Improved protein-protein interface design and de-novo protein design – Computational aims

Protein-protein interface design has two challenging aspects: binding site identification and design of a de novo protein to scaffold the binding site interface. Currently very few if any protein-protein interfaces have been designed without first having an antibody structure(See related work below). I intend to change that with the following strategy.

binding site identification: Binding site (stub) identification is challenging because it requires design of polar protein-protein interfaces. If we look to nature for inspiration we see many protein-protein interfaces are in loops [Antibodies].  However, loop design in Rosetta is difficult. I intend to overcome this in 4 ways. First, I will design hydrogen bond networks in helical and loop stubs using a new protocol called hb-net developed by Scott Boyken. Second, I will develop a new technique that designs loops that are either structurally conserved in the PDB or whose loop direction can be forced by forming kinks early in the loop. Allowing loops in stub placement will dramatically increase the possible orientations for the polar residues, thereby increasing the chance we will find favorable hydrogen bond networks. Third, since the first two steps are computationally expensive I will utilize model-based search on high performance compute architectures to direct exploration toward the best stub locations. And fourth, since I know loops are still likely to be designed poorly I will produce multiple loop stubs from the same N and C stub termini. Having multiple loops for the same stub termini will increase the  chances to find good loops without having to re-order the entire proteins through the use of a high-throughput chip assay.
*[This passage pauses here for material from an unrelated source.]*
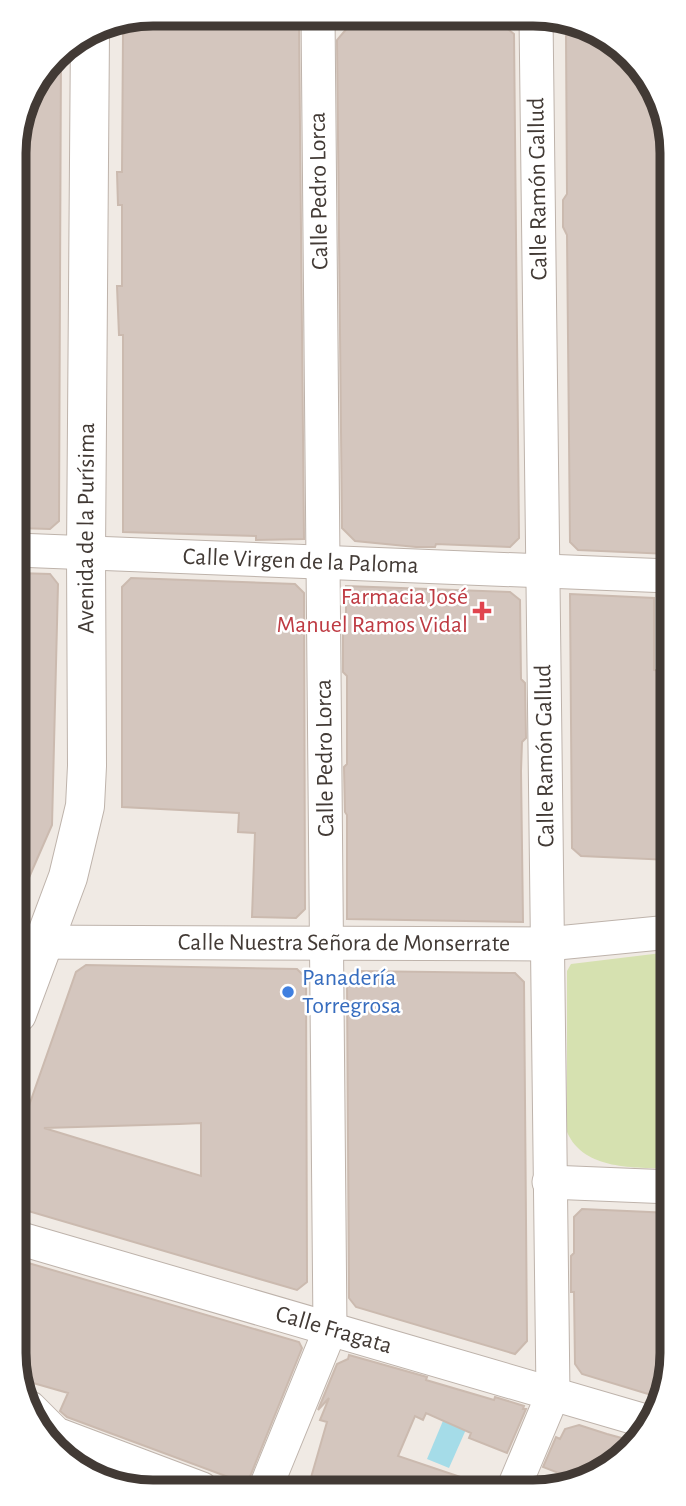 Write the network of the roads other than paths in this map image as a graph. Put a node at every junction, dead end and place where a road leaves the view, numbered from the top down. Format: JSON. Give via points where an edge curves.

de novo protein design : I intend to pursue two strategies to improve the design of functional de-novo proteins.  The goal of both strategies is to design a topology that is able to scaffold a large binding site and also pass structure prediction filters.

Strategy 1. Repeat protein assembly :  I propose to develop a protein design strategy that assembles proteins by connecting previously designed repeats with repeat junctions. Because all subunits already will have been experimentally tested it is very likely the new proteins will be viable experimentally. (See current work A)
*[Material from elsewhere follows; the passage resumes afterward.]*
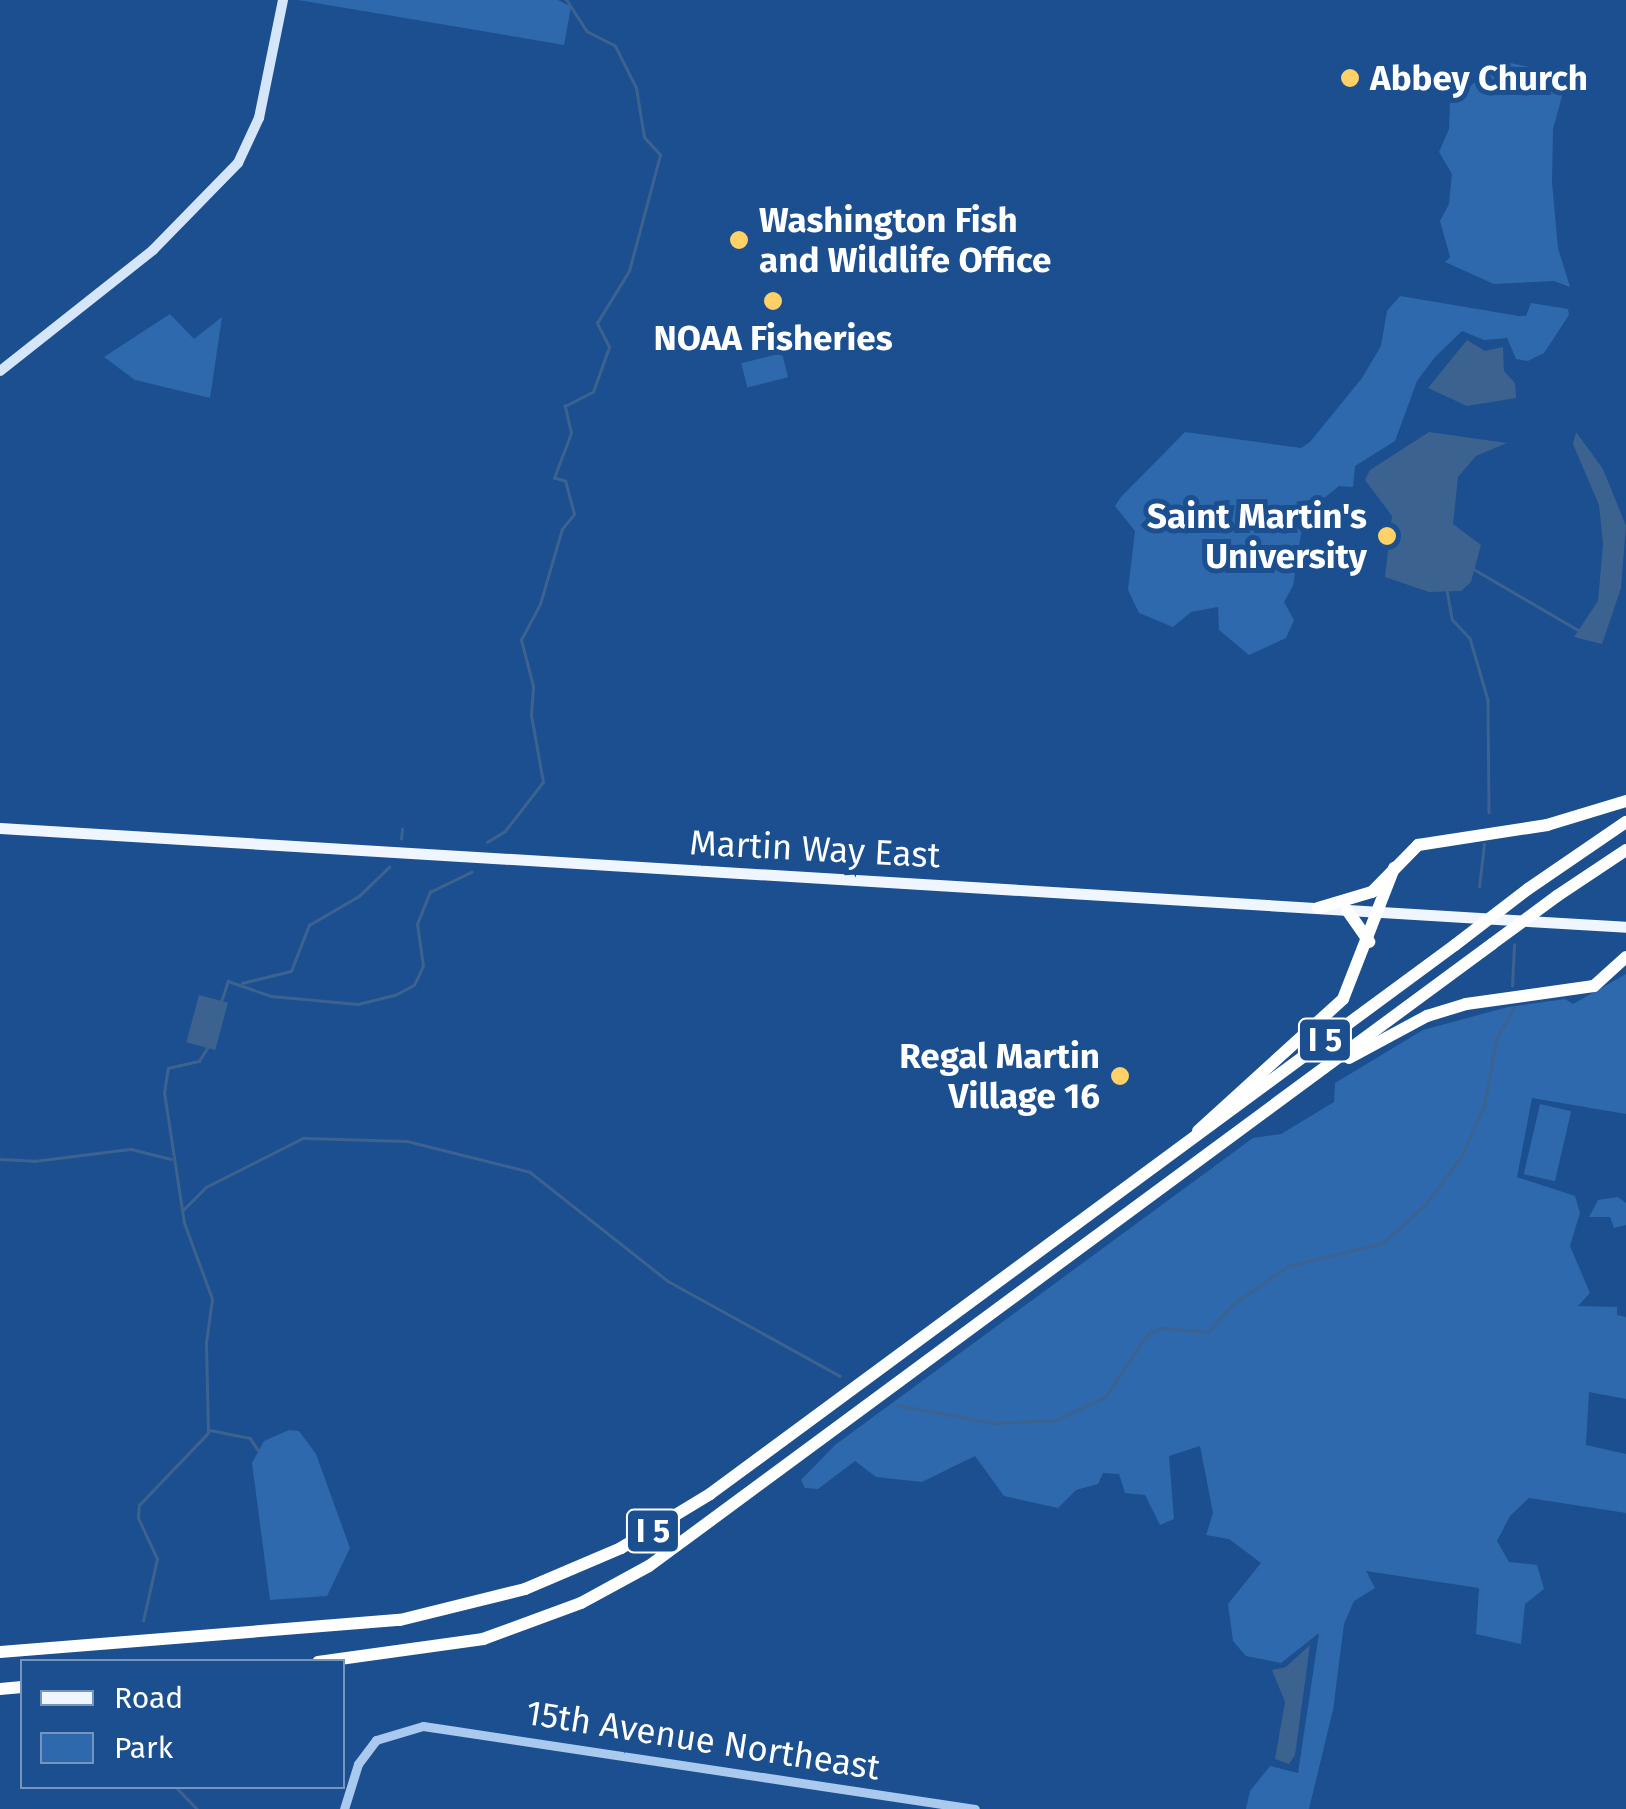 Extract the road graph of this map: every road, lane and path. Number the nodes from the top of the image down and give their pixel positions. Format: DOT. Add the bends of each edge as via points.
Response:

Strategy 2. Broken chain assembly: I propose to develop a broken-chain assembly strategy that can connect multiple stubs together with a stabilizing backbone. Backbone assembly will iterate between backbone design and identification of poorly designed regions which will be identified by a fast method to assess if a protein folds computationally.

Both strategies offer a way to quickly design large functional de-novo proteins  that pass computational foldability tests.

Publications

In 2013 I switched to protein design. Based on my experience with protein structure prediction I was able to develop a fast, robust and completely computational method for protein design. My work has transformed protein design from a state where <1% designs pass structure prediction (a key check of protein viability) to a state where approximately 50% pass. This improved design strategy has led to a very high success rate with 44 out of 83 proteins ordered having the expected structure. [ ]. This general method will serve as the basis for design of functional de-novo proteins in the near future.

From 2011-2013 I worked on homology modeling. In homology modeling hybridizing homologs outperforms a wider search of conformation space near the homologs.  [unpublished work & ]. During these years I implemented the homolog identification and alignment system on http://robetta.bakerlab.org/ and conducted work on how to explore a wide region of conformation space in the vicinity of homologs.

From 2005-2011 I researched de-novo structure prediction and new methods for optimization [ ,, ]. Much of this work remains unpublished due to negligible RMSD improvements(even though energy was significantly improved). As of today only 8% of monomeric proteins < 120 amino acids can be predicted < 3 RMSD [unpublished work].